51 años del Clásico Solteros vs Casados en la Colonia Francisco I Madero
- Maritza Villegas
- 31 dic 2025
- 3 Min. de lectura
Miércoles 31 de diciembre de 2025.
La colonia Francisco I Madero, nacida tras el paso devastador del Ciclón Hilda en 1955, es un símbolo de resiliencia y unidad en la comunidad. Esta historia comienza con la iniciativa del padre Xavier Enrique Guerrero, quien transformó la tragedia en una oportunidad para construir un hogar para muchas familias. Originalmente conocida como Colonia Hilda, este lugar ha evolucionado y forjado su propia identidad a lo largo de los años, dejando una huella imborrable no solo en su comunidad, sino también en el ámbito deportivo.
Uno de los eventos más emblemáticos que ha surgido de esta vibrante colonia es el clásico encuentro de fútbol entre solteros y casados, que en 2026 celebrará su edición número 51. Este partido no es simplemente un enfrentamiento deportivo, sino un verdadero referente para otras colonias y municipios, un símbolo de unidad y camaradería que ha trascendido generaciones. Cada año, se reúne amigos, familiares y vecinos, creando la atmósfera perfecta para celebrar la amistad y el espíritu comunitario.
La historia de este clásico se remonta al 31 de diciembre de 1975. En medio de las festividades del Año Nuevo, Alberto Allen, cariñosamente apodado "el pata", junto a sus amigos, compartía anécdotas deportivas cuando, a las tres de la mañana, Herminio Altamirano lanzó la provocadora propuesta: ¡un partido de solteros contra casados al mediodía del día siguiente en el campo Guadiana! Con el ambiente festivo aún en el aire, "el pata" aceptó el reto e invitó a sus amigos a participar. Sorprendentemente, muchos llegaron al llamado, todavía con resaca de la celebración nocturna. Este primer encuentro fue más un espectáculo que un deporte; los jugadores, apenas recuperándose de las fiestas, ofrecieron risas y diversión a todos los presentes.
Con el paso del tiempo, el clásico ha evolucionado y se ha consolidado como un evento familiar donde la convivencia y la alegría son fundamentales. En sus primeros años, la consigna era clara: asistir briago o crudo, ya que la sobriedad estaba totalmente fuera de lugar.
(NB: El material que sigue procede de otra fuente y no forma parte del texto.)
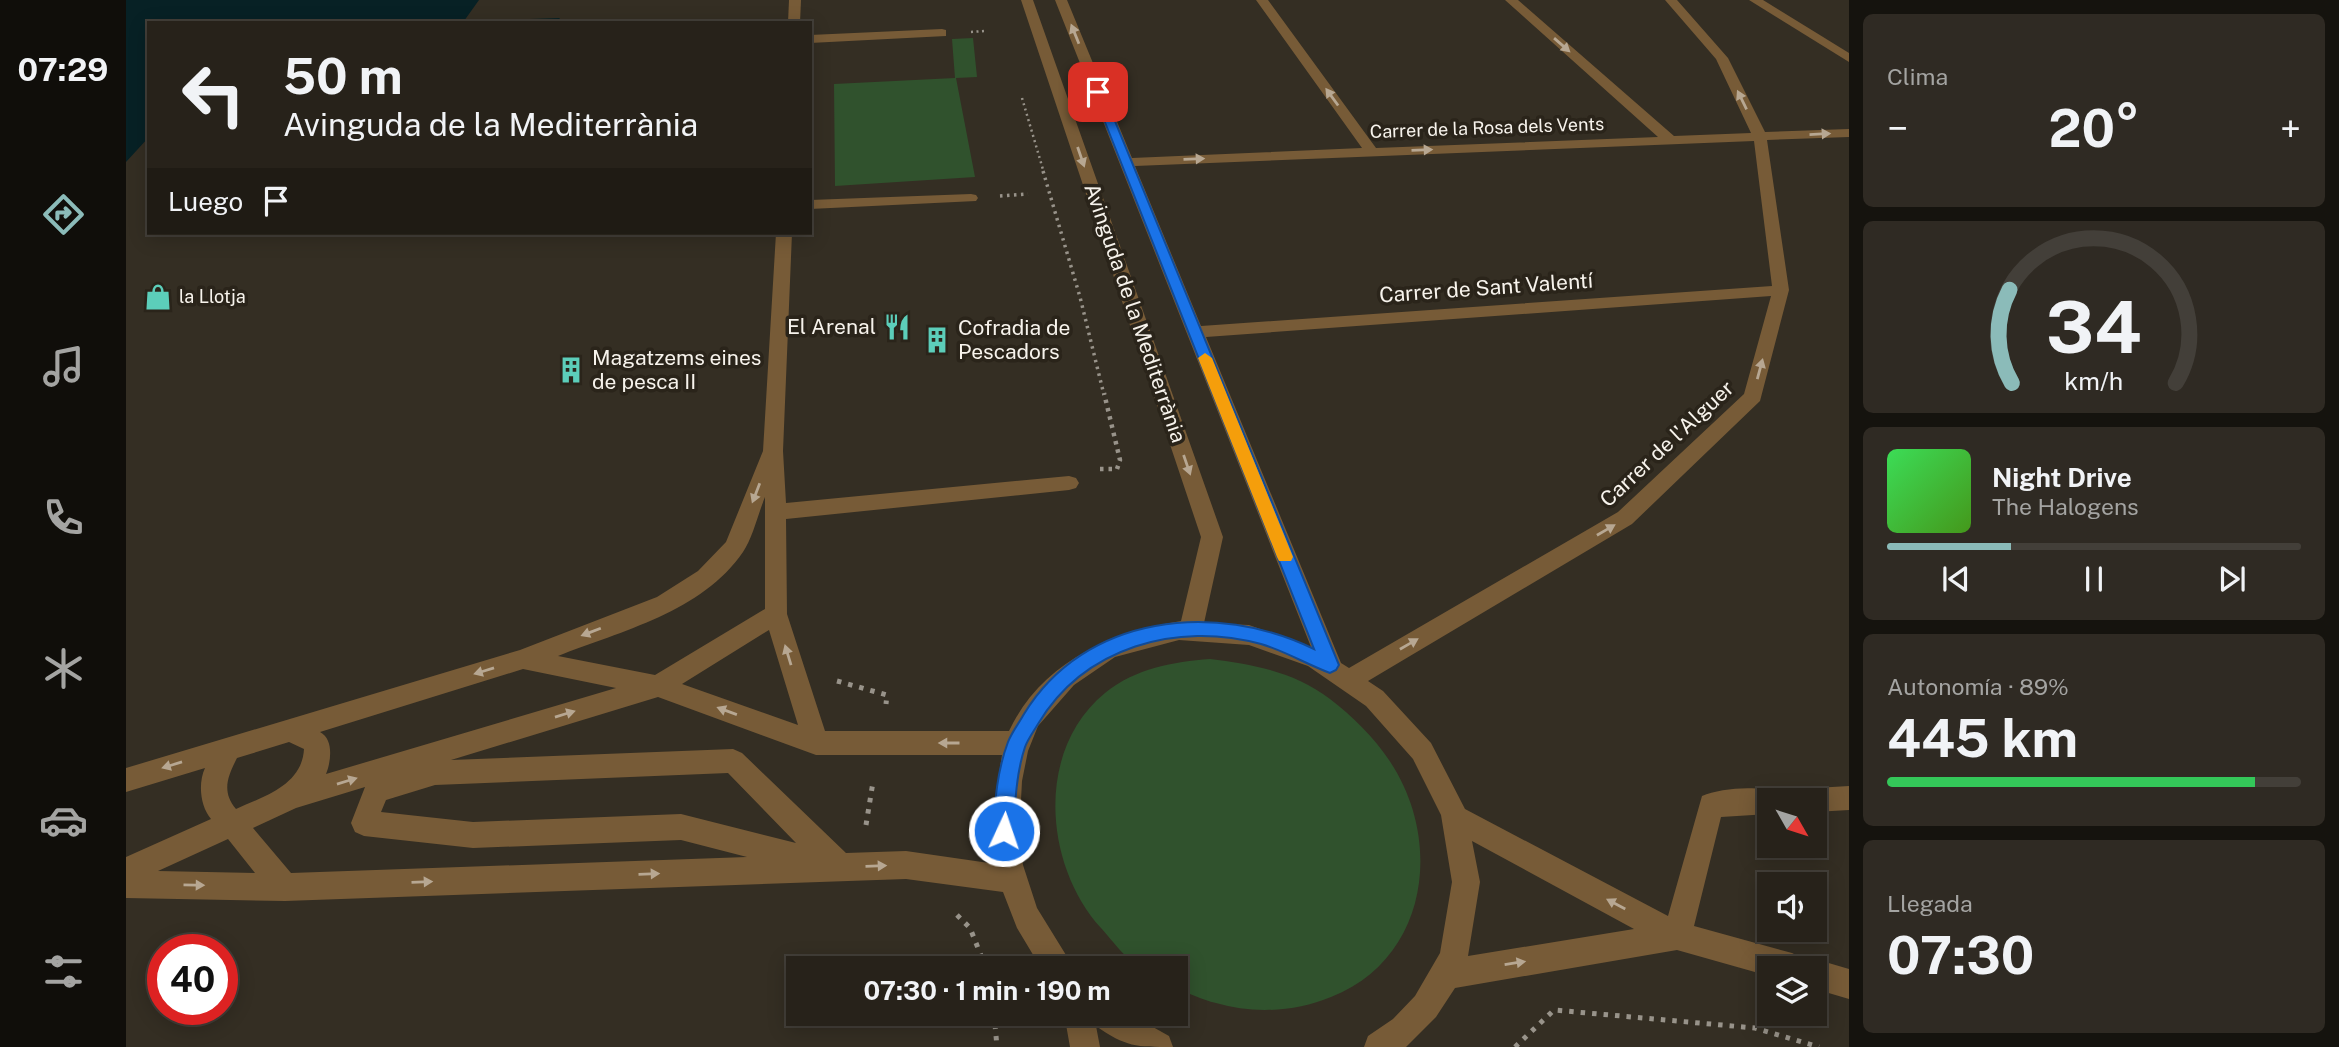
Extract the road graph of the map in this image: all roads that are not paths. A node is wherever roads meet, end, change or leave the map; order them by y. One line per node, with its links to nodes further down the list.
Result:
1 (795, 0): 8 (street)
2 (1027, 0): 26 (street, Avinguda de la Mediterrània, one-way to 26)
3 (1061, 0): 16 (street, Avinguda de la Mediterrània, one-way to 3)
4 (1262, 0): 15 (street, one-way to 4)
5 (1511, 0): 14 (street, one-way to 14)
6 (1671, 0): 13 (street, Carrer de l'Alguer, one-way to 6)
7 (1755, 0): 11 (street)
8 (794, 21)
9 (942, 33): 10 (street)
10 (812, 39)
11 (1849, 58)
12 (1849, 133): 13 (street, Carrer de la Rosa dels Vents, one-way to 12)
13 (1760, 137): 14 (street, Carrer de la Rosa dels Vents); 20 (street, Carrer de l'Alguer)
14 (1670, 140): 15 (street, Carrer de la Rosa dels Vents, one-way to 14)
15 (1372, 152): 16 (street, Carrer de la Rosa dels Vents, one-way to 15)
16 (1126, 162): 21 (street, Avinguda de la Mediterrània)
17 (971, 198): 18 (street)
18 (812, 205)
19 (784, 235): 22 (street)
20 (1780, 290): 21 (street, Carrer de Sant Valentí); 28 (street, Carrer de l'Alguer, one-way to 20)
21 (1194, 332): 28 (street, Avinguda de la Mediterrània)
22 (773, 451): 24 (street); 27 (street, one-way to 27)
23 (1069, 483): 24 (street)
24 (776, 512): 25 (street)
25 (776, 614): 29 (street); 31 (street, one-way to 25)
26 (1191, 628): 28 (street); 32 (street)
27 (523, 659): 29 (street); 30 (street, one-way to 30)
28 (1340, 672): 39 (street)
29 (658, 686): 31 (street, one-way to 29); 35 (street, one-way to 29)
30 (291, 730): 33 (street); 35 (street)
31 (816, 743): 32 (street, one-way to 31)
32 (1017, 743): 43 (street)
33 (229, 748): 34 (street, one-way to 34); 40 (street)
34 (126, 779)
35 (292, 797): 40 (street)
36 (1849, 798): 37 (street)
37 (1827, 799)
38 (1757, 803): 46 (street)
39 (1456, 818): 46 (street, one-way to 39); 49 (street)
40 (231, 824): 42 (street); 45 (street)
41 (840, 867): 41 (street); 43 (street, one-way to 43); 45 (street, one-way to 41)
42 (126, 872)
43 (1013, 880): 47 (street)
44 (126, 884): 45 (street, one-way to 45)
45 (285, 887)
46 (1676, 936): 48 (street); 49 (street, one-way to 46)
47 (1051, 956)
48 (1757, 958)
49 (1448, 974): 56 (street)
50 (1827, 978): 51 (street)
51 (1849, 984)
52 (1081, 1026): 54 (street)
53 (1120, 1026): 55 (street)
54 (1085, 1047)
55 (1157, 1047)
56 (1379, 1047)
Esta particularidad ha contribuido a crear una atmósfera de celebración despreocupada que caracteriza cada edición del evento.
Este icónico clásico se distingue por la participación activa de las familias de la colonia. Las gradas del campo Guadiana se llenan cada año, generando un ambiente festivo donde los familiares animan apasionadamente a sus equipos favoritos. Con cada nueva edición surgen anécdotas que enriquecen la historia del evento. Un ejemplo memorable fue cuando don Delfino Medina y doña Sofía Mejía organizaron una misa previa al juego, acompañados por el padre Joel Colunga para bendecir el partido, otorgándole una profundidad especial a la ocasión.
Las historias de este clásico no dejan de asombrar. Recordamos la vez que Áureo del Ángel irrumpió en el campo montado en su moto, reticente a salir hasta que finalmente se animó a jugar. También es imposible olvidar el peculiar episodio de 2002, cuando el clásico coincidió con la boda de Carlos del Ángel, y el conmovedor momento de 2021 cuando el hijo de Marcial Blanco anunció su compromiso en pleno terreno de juego, llenando el evento de emoción y alegría.
A lo largo de estas cinco décadas, muchos de los personajes fundadores de esta tradición han dejado su legado. Nombres como: Alberto Allen, Herminio Altamirano, Manuel Medina, Juan Guardiola, Silvestre Maldonado, Carlos Rodríguez “papá” José Antonio Bautista, Áureo del Ángel, José Antonio Arias, Federico Arias, Luciano Mejía, Tereso Enríquez, Camerino del Ángel, José Antonio García, Luis Flores, Rafael Arias (qepd), Efrén Arias, Rogelio Altamirano, Joaquín Altamirano, Inocente Villasana, Pablo Silva, Guillermo Martínez, Luis Rosas. Rogelio Colunga, Álvaro Medina son recordados con cariño, al igual que Marcial Blanco, quien arbitró durante muchos años.
Este primero de enero, la colonia Francisco I Madero se prepara con entusiasmo para celebrar la edición 51 de este clásico, que ha superado la mera esencia de un partido de fútbol. Se ha convertido en un verdadero homenaje a la comunidad, a la amistad y a la memoria colectiva de todos sus habitantes.
Fuente: Alberto Allen y Profr. Crescencio Martínez Candelario. Cronista Municipal.